━━━━━ Task material ━━━━━
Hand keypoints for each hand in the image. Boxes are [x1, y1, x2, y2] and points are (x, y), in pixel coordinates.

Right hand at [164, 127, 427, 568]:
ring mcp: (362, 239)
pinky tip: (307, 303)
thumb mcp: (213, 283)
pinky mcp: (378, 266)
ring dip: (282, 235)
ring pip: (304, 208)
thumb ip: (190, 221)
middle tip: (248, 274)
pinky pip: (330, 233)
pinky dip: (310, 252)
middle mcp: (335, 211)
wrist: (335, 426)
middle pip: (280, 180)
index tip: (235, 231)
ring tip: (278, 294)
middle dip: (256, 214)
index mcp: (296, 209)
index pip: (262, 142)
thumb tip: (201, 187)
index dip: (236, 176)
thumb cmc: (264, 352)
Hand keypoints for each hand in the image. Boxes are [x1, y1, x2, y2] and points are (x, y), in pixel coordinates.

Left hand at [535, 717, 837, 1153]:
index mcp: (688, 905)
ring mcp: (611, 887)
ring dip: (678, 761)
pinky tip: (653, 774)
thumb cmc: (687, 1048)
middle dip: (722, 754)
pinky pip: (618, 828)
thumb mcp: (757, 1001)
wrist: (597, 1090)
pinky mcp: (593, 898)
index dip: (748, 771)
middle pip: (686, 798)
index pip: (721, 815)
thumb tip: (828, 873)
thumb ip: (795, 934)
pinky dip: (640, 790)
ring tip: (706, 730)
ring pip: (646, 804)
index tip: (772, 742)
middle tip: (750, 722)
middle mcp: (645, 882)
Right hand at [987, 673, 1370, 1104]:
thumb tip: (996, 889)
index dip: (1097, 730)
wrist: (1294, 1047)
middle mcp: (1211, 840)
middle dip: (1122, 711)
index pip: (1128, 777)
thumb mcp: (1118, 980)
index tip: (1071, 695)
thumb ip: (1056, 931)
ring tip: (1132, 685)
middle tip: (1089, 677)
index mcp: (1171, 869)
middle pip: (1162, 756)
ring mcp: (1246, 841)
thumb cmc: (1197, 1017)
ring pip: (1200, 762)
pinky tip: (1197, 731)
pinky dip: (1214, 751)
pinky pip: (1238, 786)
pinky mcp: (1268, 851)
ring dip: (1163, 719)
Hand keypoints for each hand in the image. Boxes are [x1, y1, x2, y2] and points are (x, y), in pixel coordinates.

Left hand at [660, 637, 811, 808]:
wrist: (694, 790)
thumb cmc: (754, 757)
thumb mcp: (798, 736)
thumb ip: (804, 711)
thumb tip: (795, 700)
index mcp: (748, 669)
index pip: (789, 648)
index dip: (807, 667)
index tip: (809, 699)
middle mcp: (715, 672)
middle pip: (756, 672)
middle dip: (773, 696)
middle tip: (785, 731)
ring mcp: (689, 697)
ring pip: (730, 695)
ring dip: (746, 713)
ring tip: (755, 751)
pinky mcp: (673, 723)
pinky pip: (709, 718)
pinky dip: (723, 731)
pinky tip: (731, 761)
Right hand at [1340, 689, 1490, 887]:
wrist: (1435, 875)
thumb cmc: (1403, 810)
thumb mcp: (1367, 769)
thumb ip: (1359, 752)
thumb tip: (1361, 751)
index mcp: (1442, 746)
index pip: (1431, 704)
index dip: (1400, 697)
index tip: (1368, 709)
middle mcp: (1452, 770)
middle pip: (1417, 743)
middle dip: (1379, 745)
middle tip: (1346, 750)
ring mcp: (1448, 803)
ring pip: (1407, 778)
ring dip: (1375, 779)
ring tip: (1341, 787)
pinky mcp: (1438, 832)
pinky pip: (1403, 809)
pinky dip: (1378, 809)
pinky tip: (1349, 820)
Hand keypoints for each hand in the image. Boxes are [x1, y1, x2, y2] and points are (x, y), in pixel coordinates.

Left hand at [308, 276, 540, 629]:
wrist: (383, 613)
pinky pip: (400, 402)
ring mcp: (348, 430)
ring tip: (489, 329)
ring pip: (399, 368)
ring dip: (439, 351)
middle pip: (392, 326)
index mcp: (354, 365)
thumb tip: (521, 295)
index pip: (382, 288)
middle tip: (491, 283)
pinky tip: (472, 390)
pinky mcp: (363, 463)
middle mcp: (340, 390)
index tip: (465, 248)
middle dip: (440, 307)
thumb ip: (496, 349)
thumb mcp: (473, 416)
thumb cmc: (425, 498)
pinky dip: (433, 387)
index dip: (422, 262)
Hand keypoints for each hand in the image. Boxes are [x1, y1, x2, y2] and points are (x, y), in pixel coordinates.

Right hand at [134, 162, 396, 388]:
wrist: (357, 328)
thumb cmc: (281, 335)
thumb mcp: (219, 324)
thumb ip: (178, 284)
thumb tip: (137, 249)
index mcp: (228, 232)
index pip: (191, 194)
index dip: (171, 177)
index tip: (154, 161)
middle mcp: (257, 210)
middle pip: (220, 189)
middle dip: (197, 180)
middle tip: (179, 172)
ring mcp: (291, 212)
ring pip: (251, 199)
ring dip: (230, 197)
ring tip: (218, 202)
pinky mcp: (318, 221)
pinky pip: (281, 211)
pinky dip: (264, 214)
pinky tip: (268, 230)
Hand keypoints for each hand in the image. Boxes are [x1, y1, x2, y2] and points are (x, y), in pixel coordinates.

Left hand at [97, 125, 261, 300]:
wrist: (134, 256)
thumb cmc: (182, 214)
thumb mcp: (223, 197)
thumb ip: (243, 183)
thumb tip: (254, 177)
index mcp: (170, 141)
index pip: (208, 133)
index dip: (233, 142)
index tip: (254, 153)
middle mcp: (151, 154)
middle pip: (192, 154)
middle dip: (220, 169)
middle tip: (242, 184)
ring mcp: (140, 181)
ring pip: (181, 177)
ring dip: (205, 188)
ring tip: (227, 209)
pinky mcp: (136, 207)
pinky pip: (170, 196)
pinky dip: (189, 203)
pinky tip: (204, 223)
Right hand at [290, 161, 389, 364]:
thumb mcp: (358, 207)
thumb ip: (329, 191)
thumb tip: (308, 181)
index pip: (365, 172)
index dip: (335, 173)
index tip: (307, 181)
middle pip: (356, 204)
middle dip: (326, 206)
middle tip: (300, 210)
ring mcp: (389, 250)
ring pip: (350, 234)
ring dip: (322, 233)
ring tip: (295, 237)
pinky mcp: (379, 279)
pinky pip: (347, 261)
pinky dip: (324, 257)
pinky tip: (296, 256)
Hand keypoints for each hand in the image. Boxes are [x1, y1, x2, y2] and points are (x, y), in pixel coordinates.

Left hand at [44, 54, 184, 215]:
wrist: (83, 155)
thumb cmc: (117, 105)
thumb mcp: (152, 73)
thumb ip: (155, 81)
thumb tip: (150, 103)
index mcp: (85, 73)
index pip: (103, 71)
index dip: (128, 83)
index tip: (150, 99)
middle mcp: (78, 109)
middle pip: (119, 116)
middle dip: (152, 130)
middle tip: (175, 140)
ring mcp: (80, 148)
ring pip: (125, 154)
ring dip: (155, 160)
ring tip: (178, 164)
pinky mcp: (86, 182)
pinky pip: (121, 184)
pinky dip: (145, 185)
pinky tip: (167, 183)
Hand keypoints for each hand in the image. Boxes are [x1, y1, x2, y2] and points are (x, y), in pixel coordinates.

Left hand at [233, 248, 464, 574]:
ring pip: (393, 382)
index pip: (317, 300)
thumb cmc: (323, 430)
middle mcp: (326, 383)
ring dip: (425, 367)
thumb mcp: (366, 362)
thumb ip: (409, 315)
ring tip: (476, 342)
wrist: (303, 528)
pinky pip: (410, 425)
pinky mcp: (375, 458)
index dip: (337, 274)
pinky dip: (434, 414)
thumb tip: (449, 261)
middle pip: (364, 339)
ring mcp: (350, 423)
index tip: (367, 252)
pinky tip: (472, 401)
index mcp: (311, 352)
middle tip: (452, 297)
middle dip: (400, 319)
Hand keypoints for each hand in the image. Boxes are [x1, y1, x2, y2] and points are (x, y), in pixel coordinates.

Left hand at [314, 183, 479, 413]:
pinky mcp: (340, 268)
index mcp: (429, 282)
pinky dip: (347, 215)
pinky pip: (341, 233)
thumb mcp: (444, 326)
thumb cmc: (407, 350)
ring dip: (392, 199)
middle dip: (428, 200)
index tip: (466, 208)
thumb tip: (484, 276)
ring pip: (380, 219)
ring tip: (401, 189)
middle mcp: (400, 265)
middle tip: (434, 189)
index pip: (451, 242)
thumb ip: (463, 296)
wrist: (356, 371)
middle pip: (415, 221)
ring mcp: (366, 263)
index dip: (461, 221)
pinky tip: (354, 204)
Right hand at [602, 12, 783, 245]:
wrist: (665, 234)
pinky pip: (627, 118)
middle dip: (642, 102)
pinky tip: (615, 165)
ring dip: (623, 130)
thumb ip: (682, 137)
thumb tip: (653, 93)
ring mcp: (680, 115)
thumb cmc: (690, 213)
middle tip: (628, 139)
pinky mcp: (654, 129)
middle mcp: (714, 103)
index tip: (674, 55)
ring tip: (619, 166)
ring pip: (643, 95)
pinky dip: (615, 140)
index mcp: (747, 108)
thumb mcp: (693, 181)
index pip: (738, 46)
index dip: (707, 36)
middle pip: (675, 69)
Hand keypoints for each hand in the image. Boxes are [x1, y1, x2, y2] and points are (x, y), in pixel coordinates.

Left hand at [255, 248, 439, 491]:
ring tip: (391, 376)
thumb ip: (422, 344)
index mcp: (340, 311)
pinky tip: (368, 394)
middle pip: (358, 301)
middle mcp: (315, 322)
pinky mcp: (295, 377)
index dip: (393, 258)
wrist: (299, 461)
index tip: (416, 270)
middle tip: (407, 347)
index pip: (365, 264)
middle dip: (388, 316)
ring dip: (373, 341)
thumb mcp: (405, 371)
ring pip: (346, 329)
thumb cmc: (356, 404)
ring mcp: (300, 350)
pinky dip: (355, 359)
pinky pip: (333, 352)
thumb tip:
━━━━━
§ Exercise goal
Which lines hold the word "Right"? Copy each of them from the records.

§ Result of the exercise
Right hand at [164, 127, 427, 568]:
Right hand at [987, 673, 1370, 1104]:
Right hand at [1340, 689, 1490, 887]:
Right hand at [134, 162, 396, 388]:
Right hand at [290, 161, 389, 364]:
Right hand at [602, 12, 783, 245]:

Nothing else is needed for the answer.